(Pictured people or hands with joints)
= = = = =

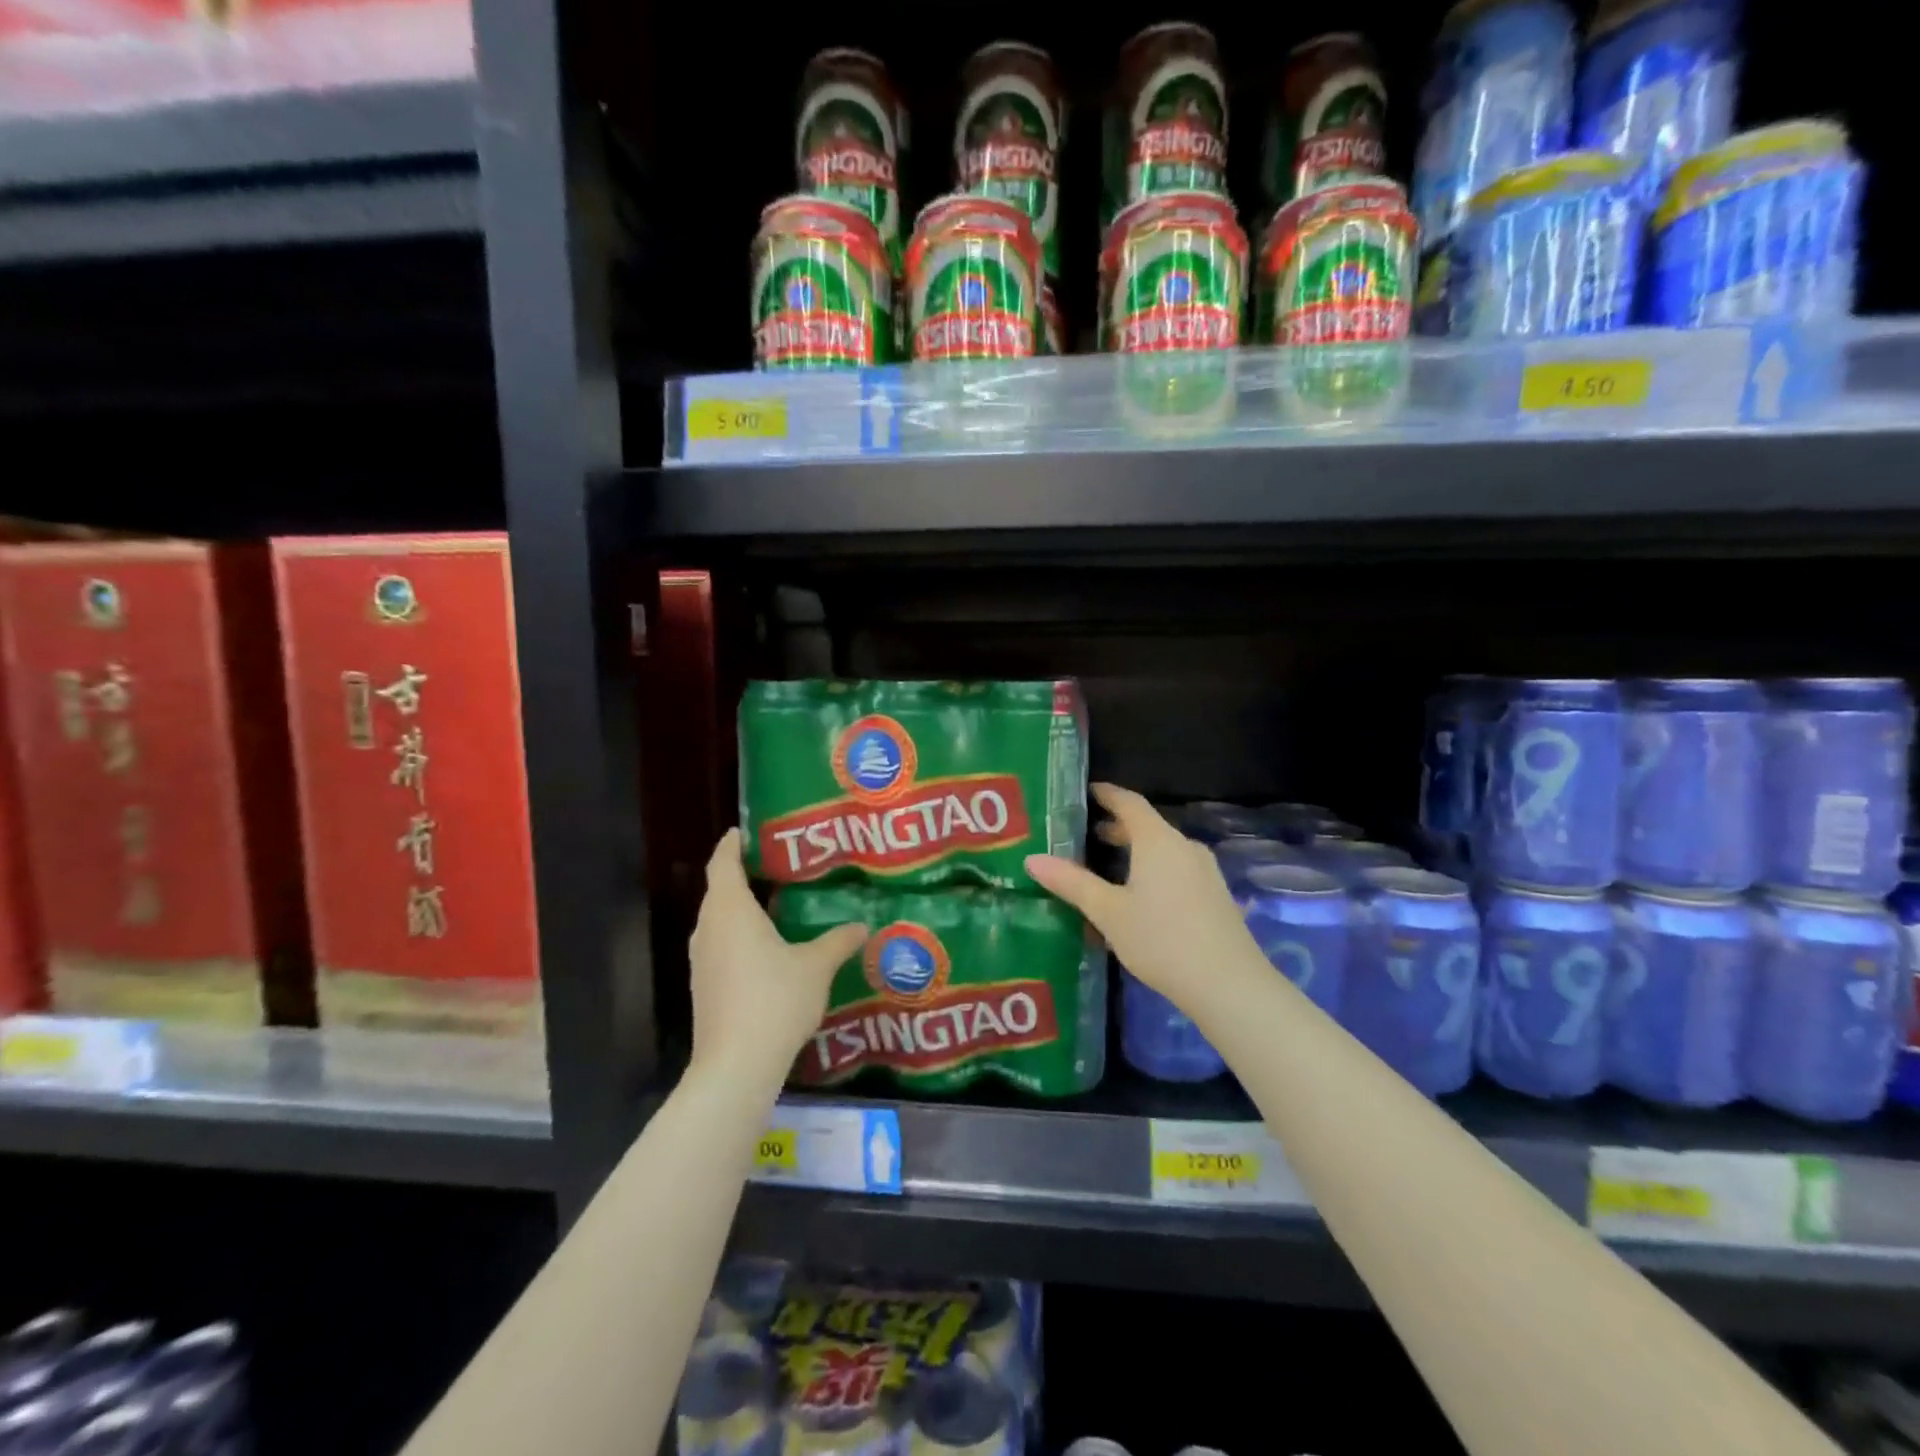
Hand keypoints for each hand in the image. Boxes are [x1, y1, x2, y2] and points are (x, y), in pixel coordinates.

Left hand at [688, 829, 867, 1091]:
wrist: (735, 1066)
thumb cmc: (774, 1001)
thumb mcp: (816, 966)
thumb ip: (838, 941)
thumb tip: (863, 925)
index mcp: (730, 910)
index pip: (723, 862)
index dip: (732, 844)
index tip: (747, 831)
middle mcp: (708, 928)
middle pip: (719, 889)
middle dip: (742, 874)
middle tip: (777, 865)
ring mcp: (701, 959)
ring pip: (718, 920)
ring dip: (740, 908)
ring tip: (775, 903)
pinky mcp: (704, 985)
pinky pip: (720, 945)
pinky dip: (738, 935)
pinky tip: (766, 948)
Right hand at [1026, 783, 1252, 1012]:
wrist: (1228, 984)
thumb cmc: (1161, 939)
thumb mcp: (1108, 912)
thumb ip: (1071, 883)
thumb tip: (1032, 859)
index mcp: (1158, 841)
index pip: (1129, 802)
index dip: (1107, 794)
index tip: (1086, 792)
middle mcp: (1184, 846)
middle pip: (1147, 826)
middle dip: (1117, 827)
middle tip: (1086, 835)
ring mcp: (1205, 871)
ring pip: (1164, 849)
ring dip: (1136, 851)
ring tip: (1107, 866)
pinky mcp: (1215, 895)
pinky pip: (1178, 868)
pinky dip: (1154, 869)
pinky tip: (1140, 896)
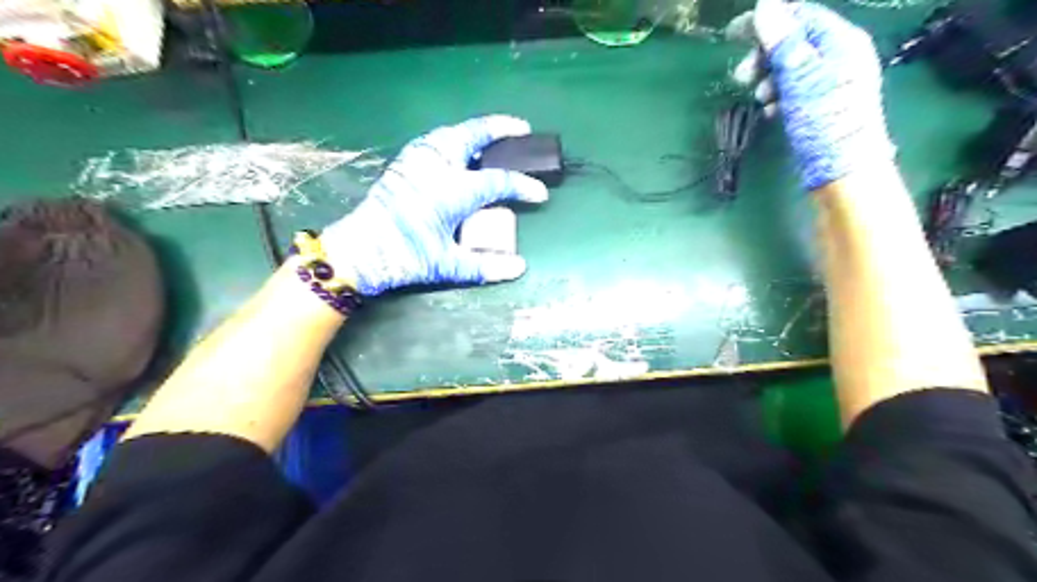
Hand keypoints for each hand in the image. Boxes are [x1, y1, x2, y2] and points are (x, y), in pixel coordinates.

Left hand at [324, 113, 549, 295]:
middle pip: (473, 135)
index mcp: (453, 190)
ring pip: (451, 133)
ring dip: (475, 130)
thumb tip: (520, 267)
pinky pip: (433, 141)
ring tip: (490, 136)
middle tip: (522, 129)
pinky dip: (452, 138)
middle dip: (501, 128)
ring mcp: (416, 162)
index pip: (498, 181)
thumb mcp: (448, 266)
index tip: (540, 194)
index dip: (523, 186)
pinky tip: (455, 149)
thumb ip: (485, 266)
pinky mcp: (402, 165)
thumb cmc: (405, 257)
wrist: (358, 252)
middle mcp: (437, 167)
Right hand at [724, 0, 895, 191]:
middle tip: (741, 77)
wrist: (843, 169)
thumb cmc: (825, 121)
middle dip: (763, 57)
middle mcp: (838, 55)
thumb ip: (784, 41)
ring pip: (790, 68)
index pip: (799, 16)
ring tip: (760, 99)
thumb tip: (765, 4)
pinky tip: (771, 111)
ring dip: (768, 79)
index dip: (765, 21)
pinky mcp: (820, 104)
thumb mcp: (801, 77)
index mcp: (841, 41)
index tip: (732, 35)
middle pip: (793, 42)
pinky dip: (777, 96)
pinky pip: (794, 90)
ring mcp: (830, 81)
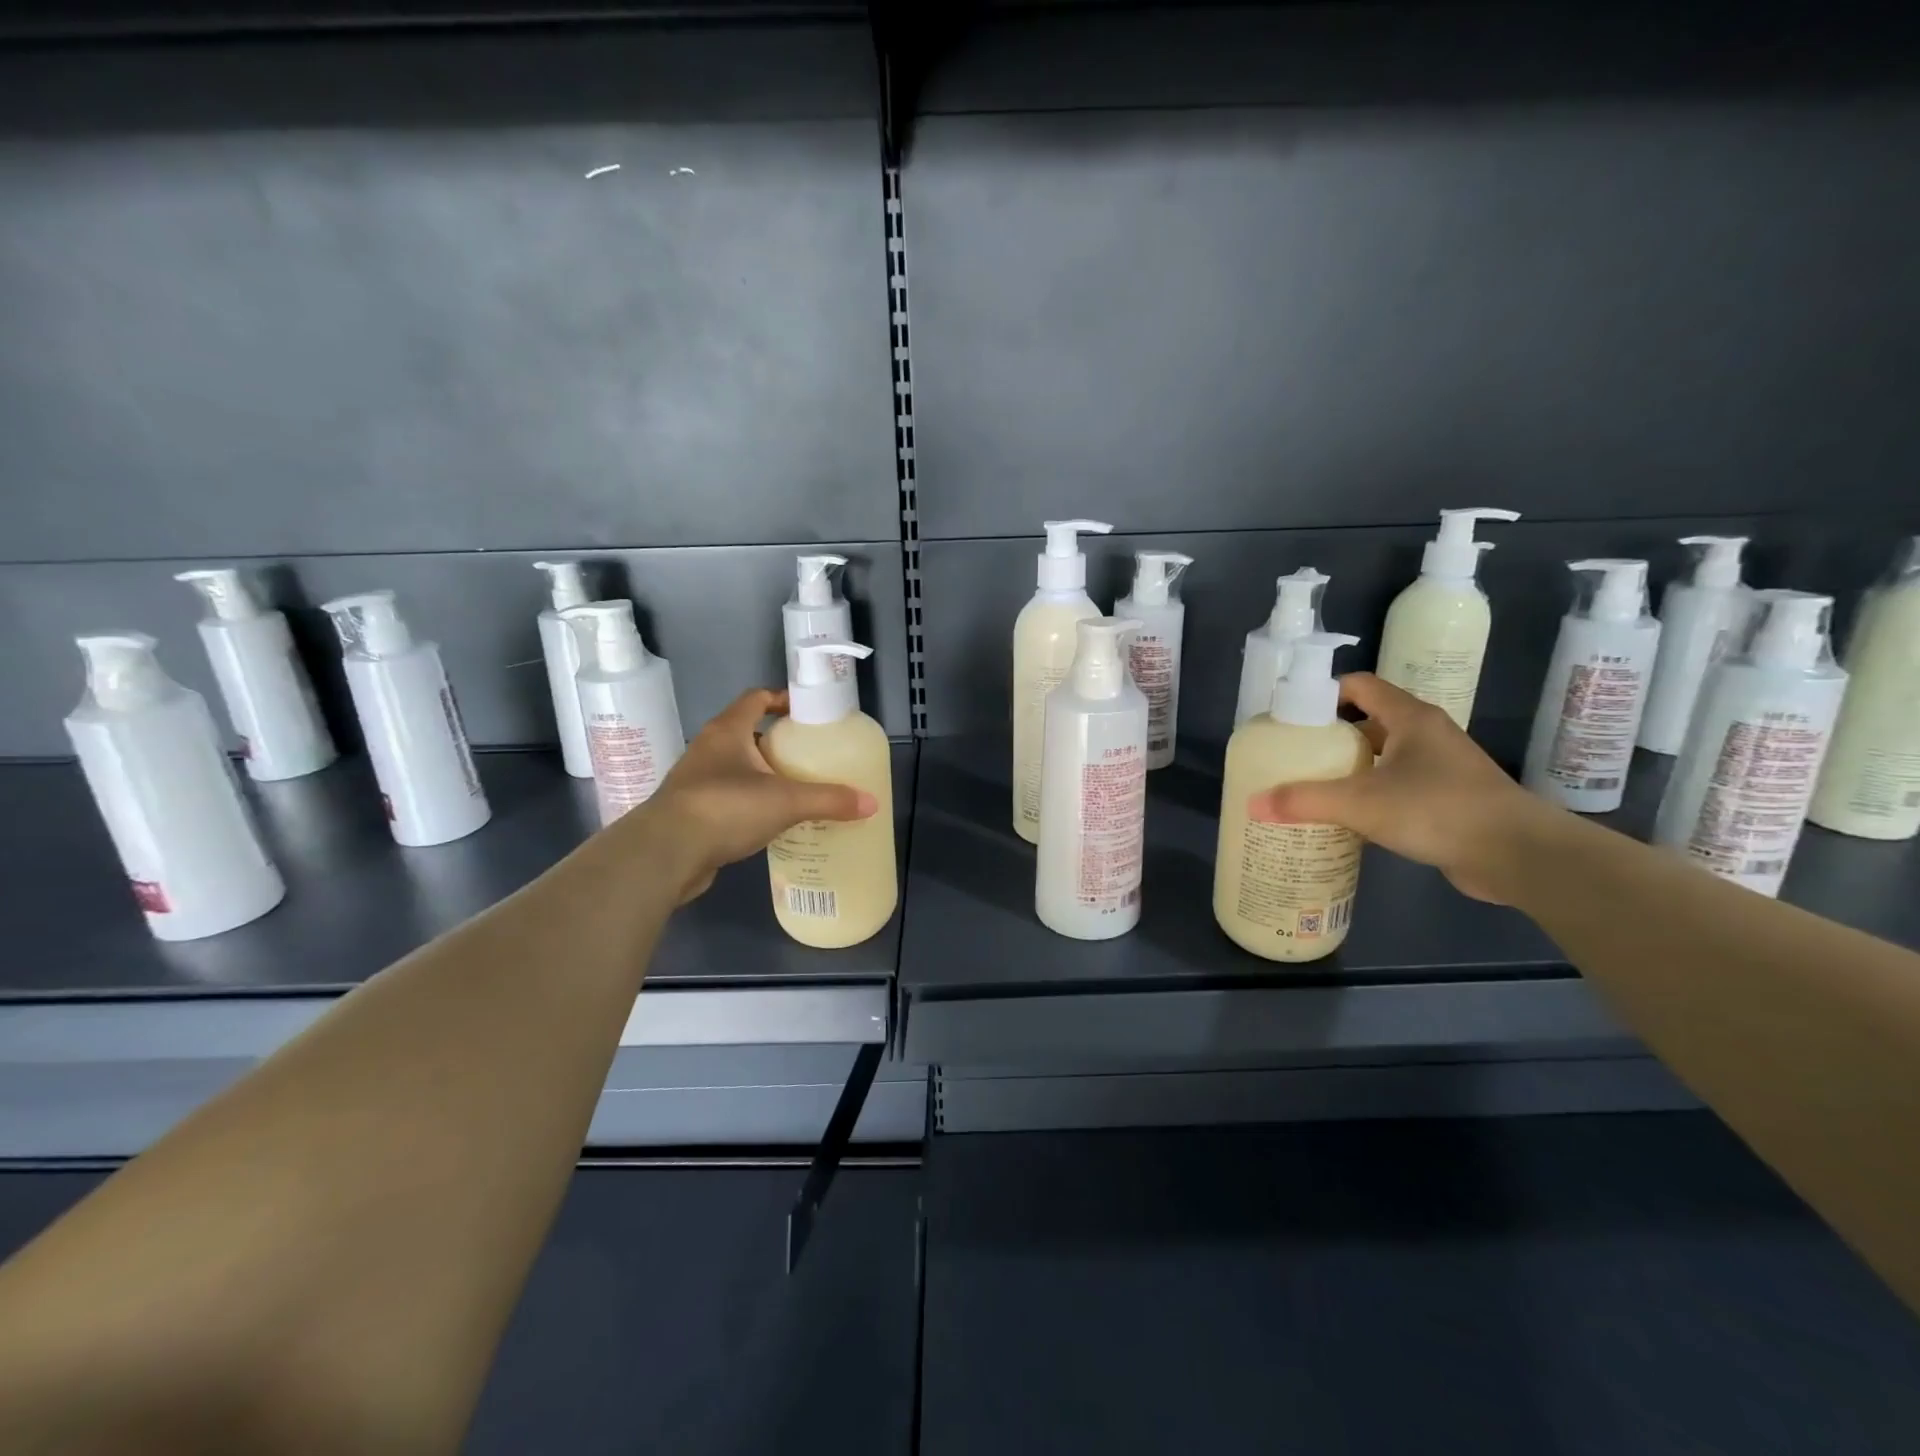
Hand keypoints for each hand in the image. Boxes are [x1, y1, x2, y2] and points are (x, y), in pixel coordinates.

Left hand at [618, 689, 876, 902]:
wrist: (665, 853)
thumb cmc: (725, 808)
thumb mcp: (786, 801)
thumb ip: (829, 800)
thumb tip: (871, 803)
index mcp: (728, 730)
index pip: (756, 698)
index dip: (781, 699)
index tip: (806, 712)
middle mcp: (708, 748)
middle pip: (747, 733)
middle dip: (777, 743)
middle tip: (809, 756)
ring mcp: (696, 780)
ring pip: (736, 767)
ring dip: (762, 774)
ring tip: (795, 789)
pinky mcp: (691, 811)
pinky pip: (727, 798)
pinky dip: (749, 803)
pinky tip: (770, 821)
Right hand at [1248, 672, 1561, 903]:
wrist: (1518, 855)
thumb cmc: (1438, 809)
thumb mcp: (1362, 803)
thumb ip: (1305, 801)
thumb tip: (1252, 804)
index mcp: (1410, 718)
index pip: (1360, 686)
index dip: (1323, 694)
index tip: (1290, 716)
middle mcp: (1427, 735)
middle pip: (1368, 722)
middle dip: (1330, 736)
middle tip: (1293, 755)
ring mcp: (1441, 767)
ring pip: (1383, 757)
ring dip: (1351, 768)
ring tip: (1312, 785)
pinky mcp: (1448, 799)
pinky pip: (1398, 786)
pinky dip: (1372, 795)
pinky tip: (1348, 817)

= = = = =

PROBLEM REQUIREMENTS —
In the data above, take the line with "middle tip: (741, 77)", the line with "thumb ip: (1305, 801)", and every line between, and set them down exactly without pictures.

EXPECTED OUTPUT —
middle tip: (741, 77)
wrist: (843, 169)
thumb cmc: (825, 121)
middle dip: (763, 57)
middle mcp: (838, 55)
thumb ip: (784, 41)
ring pip: (790, 68)
index pip: (799, 16)
ring tip: (760, 99)
thumb tip: (765, 4)
pinky tip: (771, 111)
ring dip: (768, 79)
index dip: (765, 21)
pinky mcp: (820, 104)
thumb mcp: (801, 77)
index mcp: (841, 41)
index tip: (732, 35)
middle pip: (793, 42)
pinky dip: (777, 96)
pinky pip: (794, 90)
ring mcp: (830, 81)
Hand keypoints for each hand in the image. Boxes are [x1, y1, x2, y2] and points are (x, y), in pixel coordinates.

Left hand at [618, 689, 876, 902]:
wrist: (665, 853)
thumb cmc: (725, 808)
thumb mcp: (786, 801)
thumb ip: (829, 800)
thumb tip: (871, 803)
index mcp: (728, 730)
index pip: (756, 698)
index dip: (781, 699)
index tip: (806, 712)
middle mcp: (708, 748)
middle pip: (747, 733)
middle dip: (777, 743)
middle tip: (809, 756)
ring mcp: (696, 780)
ring pip: (736, 767)
ring dip: (762, 774)
ring tip: (795, 789)
pinky mcp: (691, 811)
pinky pip: (727, 798)
pinky dip: (749, 803)
pinky tip: (770, 821)
Right hand at [1248, 672, 1561, 903]:
wrist: (1518, 855)
thumb cmc: (1438, 809)
thumb mcp: (1362, 803)
thumb ip: (1305, 801)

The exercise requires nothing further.